Why Training Needs Analysis Is A Friend, Not A Foe

Written by Mairi Hamilton, a second-year AHRC-funded doctoral researcher in the Centre for Gender History at the University of Glasgow. Mairi is exploring women’s experiences of abuse in the home in nineteenth-century Scotland. Find her on twitter at @MairiAntoinette

The Dreaded Training Needs Analysis

For a long time ‘training needs analysis’ (TNA) was a phrase that would cause a big dark cloud of apprehension and doubt to gather in my mind. Just the prospect of having to do one made me groan internally. While some previous attempts escalated into a minor existential crisis.

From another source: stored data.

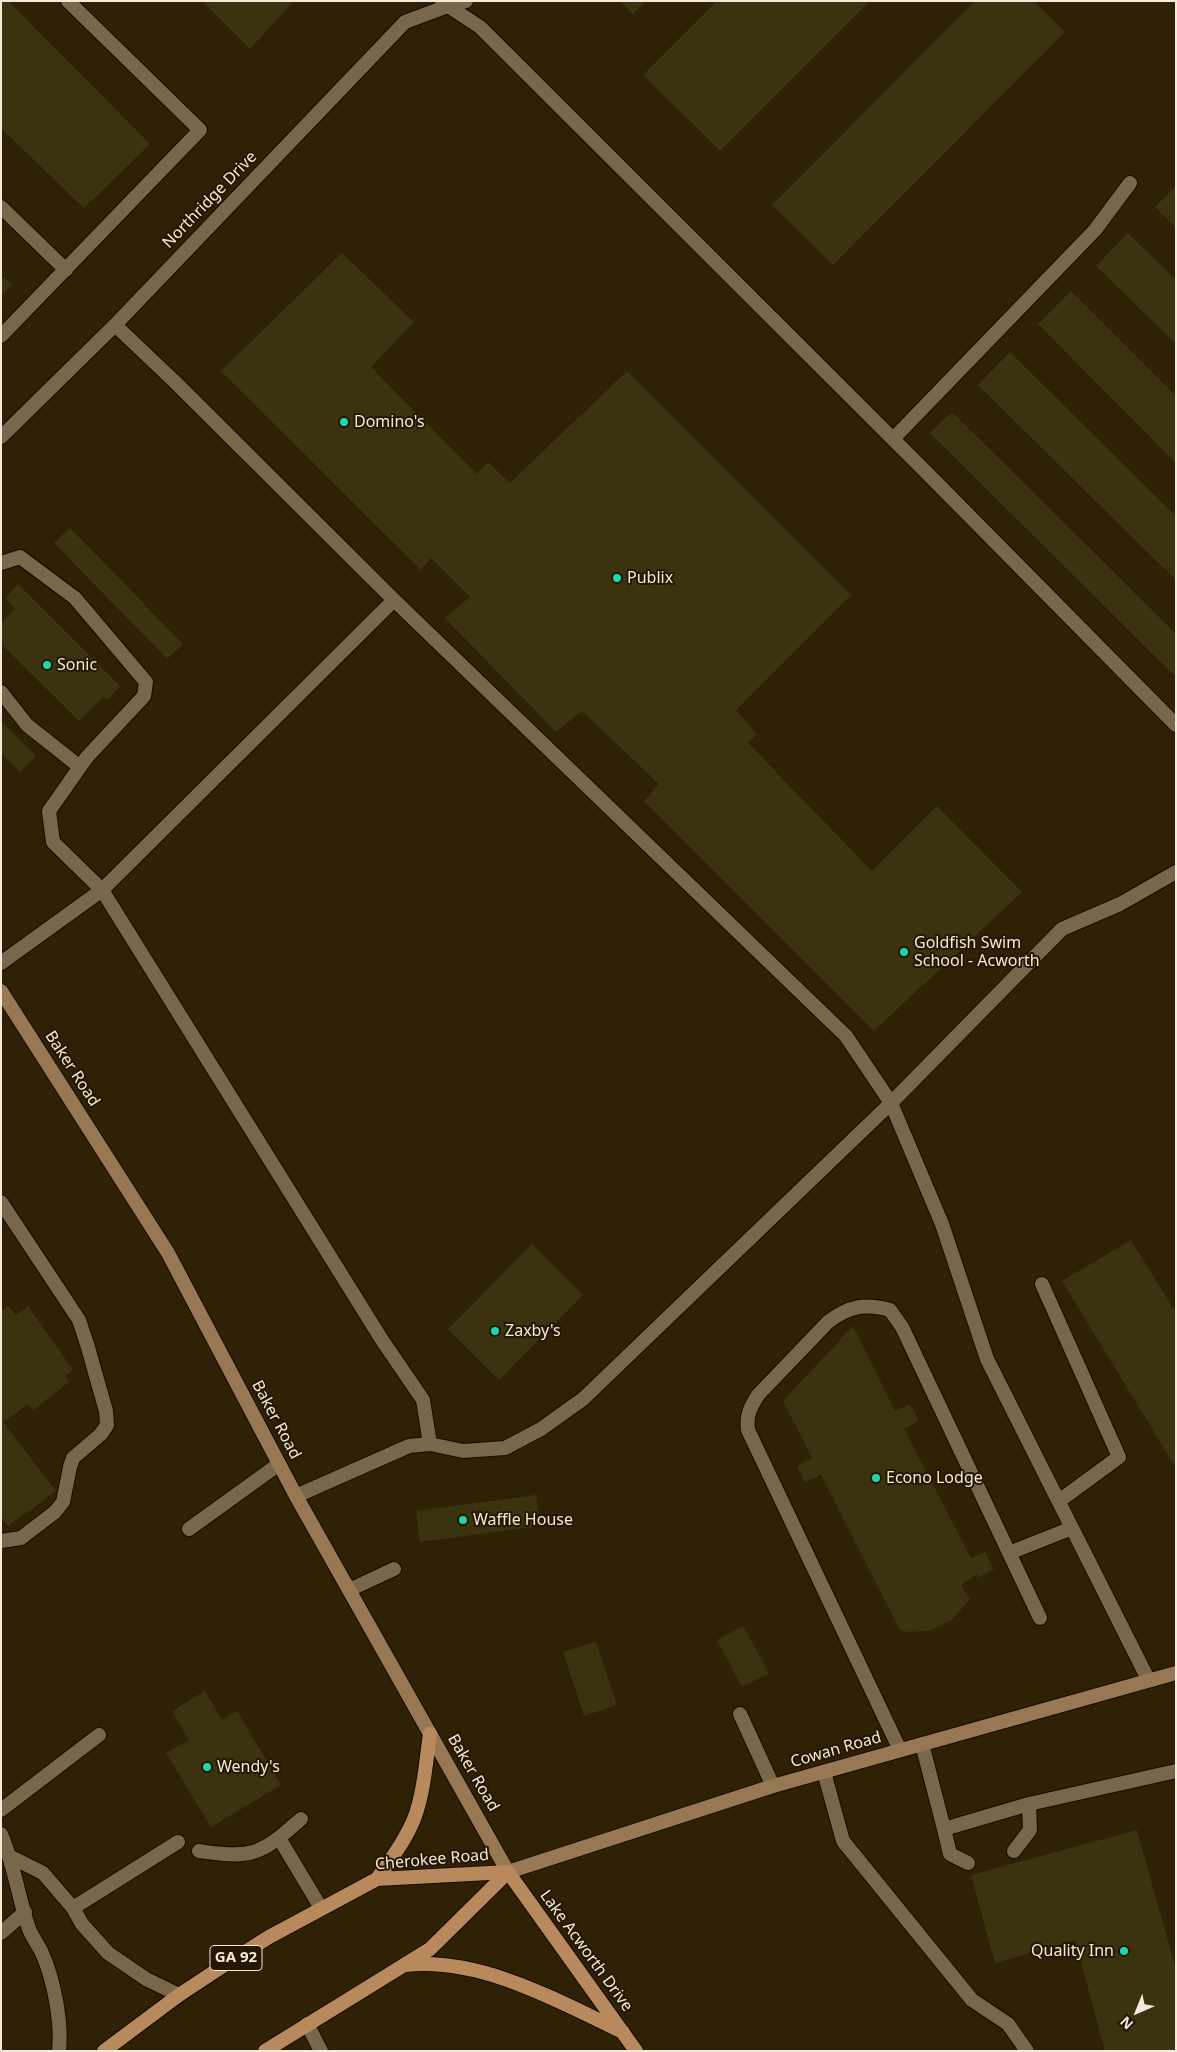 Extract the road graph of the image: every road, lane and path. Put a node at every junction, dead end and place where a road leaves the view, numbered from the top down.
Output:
1 (68, 1) edge
2 (466, 1) edge
3 (445, 4) edge
4 (1130, 182) dead end
5 (1, 207) edge
6 (66, 270) junction
7 (115, 325) junction
8 (1, 336) edge
9 (1, 437) edge
10 (893, 439) junction
11 (1, 563) edge
12 (394, 600) junction
13 (1, 692) edge
14 (1176, 725) edge
15 (80, 767) junction
16 (1176, 872) edge
17 (102, 890) junction
18 (1, 963) edge
19 (1, 991) edge
20 (891, 1103) junction
21 (1, 1202) edge
22 (1042, 1284) dead end
23 (430, 1444) junction
24 (279, 1464) junction
25 (296, 1496) junction
26 (1059, 1501) junction
27 (1072, 1528) junction
28 (189, 1529) dead end
29 (1, 1541) edge
30 (1010, 1553) junction
31 (394, 1569) dead end
32 (349, 1590) junction
33 (1040, 1618) dead end
34 (1176, 1673) edge
35 (1148, 1679) junction
36 (740, 1714) dead end
37 (430, 1734) junction
38 (99, 1735) dead end
39 (922, 1744) junction
40 (900, 1750) junction
41 (1176, 1770) edge
42 (824, 1772) junction
43 (773, 1786) junction
44 (1029, 1804) junction
45 (1, 1810) edge
46 (300, 1819) dead end
47 (944, 1829) junction
48 (1, 1834) edge
49 (279, 1838) junction
50 (178, 1842) dead end
51 (199, 1851) dead end
52 (1014, 1851) dead end
53 (11, 1857) junction
54 (968, 1863) dead end
55 (508, 1872) junction
56 (377, 1878) junction
57 (73, 1908) junction
58 (321, 1908) junction
59 (24, 1912) junction
60 (1, 1933) edge
61 (403, 1966) junction
62 (179, 1996) junction
63 (307, 2024) junction
64 (623, 2032) junction
65 (59, 2051) edge
66 (104, 2051) edge
67 (265, 2051) edge
68 (320, 2051) edge
69 (636, 2051) edge
70 (1027, 2051) edge

1 - 6 street
2 - 3 street, Northridge Drive
3 - 7 street, Northridge Drive
3 - 10 street
4 - 10 street
5 - 6 street
6 - 8 street
7 - 9 street, Northridge Drive
7 - 12 street
10 - 14 street
11 - 15 street
12 - 17 street
12 - 20 street
13 - 15 street
15 - 17 street
16 - 20 street
17 - 18 street
17 - 23 street
19 - 24 main road, Baker Road
20 - 23 street
20 - 26 street
21 - 29 street
22 - 26 street
23 - 25 street
24 - 25 main road, Baker Road
24 - 28 street
25 - 32 main road, Baker Road
26 - 27 street
27 - 30 street
27 - 35 street
30 - 33 street
30 - 40 street
31 - 32 street
32 - 37 main road, Baker Road
34 - 35 main road, Cowan Road
35 - 39 main road, Cowan Road
36 - 43 street
37 - 55 main road, Baker Road
37 - 56 main road
38 - 45 street
39 - 40 main road, Cowan Road
39 - 47 street
40 - 42 main road, Cowan Road
41 - 44 street
42 - 43 main road, Cowan Road
42 - 70 street
43 - 55 main road, Cowan Road
44 - 47 street
44 - 52 street
46 - 49 street
47 - 54 street
48 - 53 street
49 - 51 street
49 - 58 street
50 - 57 street
53 - 57 street
53 - 59 street
55 - 56 main road, Cherokee Road / GA 92
55 - 61 main road, Cherokee Road
55 - 64 main road, Lake Acworth Drive
56 - 58 main road, Cherokee Road / GA 92
57 - 62 street
58 - 62 main road, Cherokee Road / GA 92
59 - 60 street
59 - 65 street
61 - 63 main road, Cherokee Road
61 - 64 main road
62 - 66 main road, Cherokee Road / GA 92
63 - 67 main road, Cherokee Road
63 - 68 street
64 - 69 main road, Lake Acworth Drive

What may be formulated as an instructive, reflective exercise to encourage professional development brought me far too close to the looking glass, which I appraised with an overcritical lens.



Prior to my PhD, former jobs and voluntary roles required a TNA, although I was never really sure how I was supposed to do it properly. Like any good overachiever I was reluctant to dwell on my weak spots when I was willing to work so hard for the right results. And like any good perfectionist I wanted my TNA to be faultless. But with this type of attitude doing a TNA becomes a contradiction: how do you perfectly find fault with your eager self?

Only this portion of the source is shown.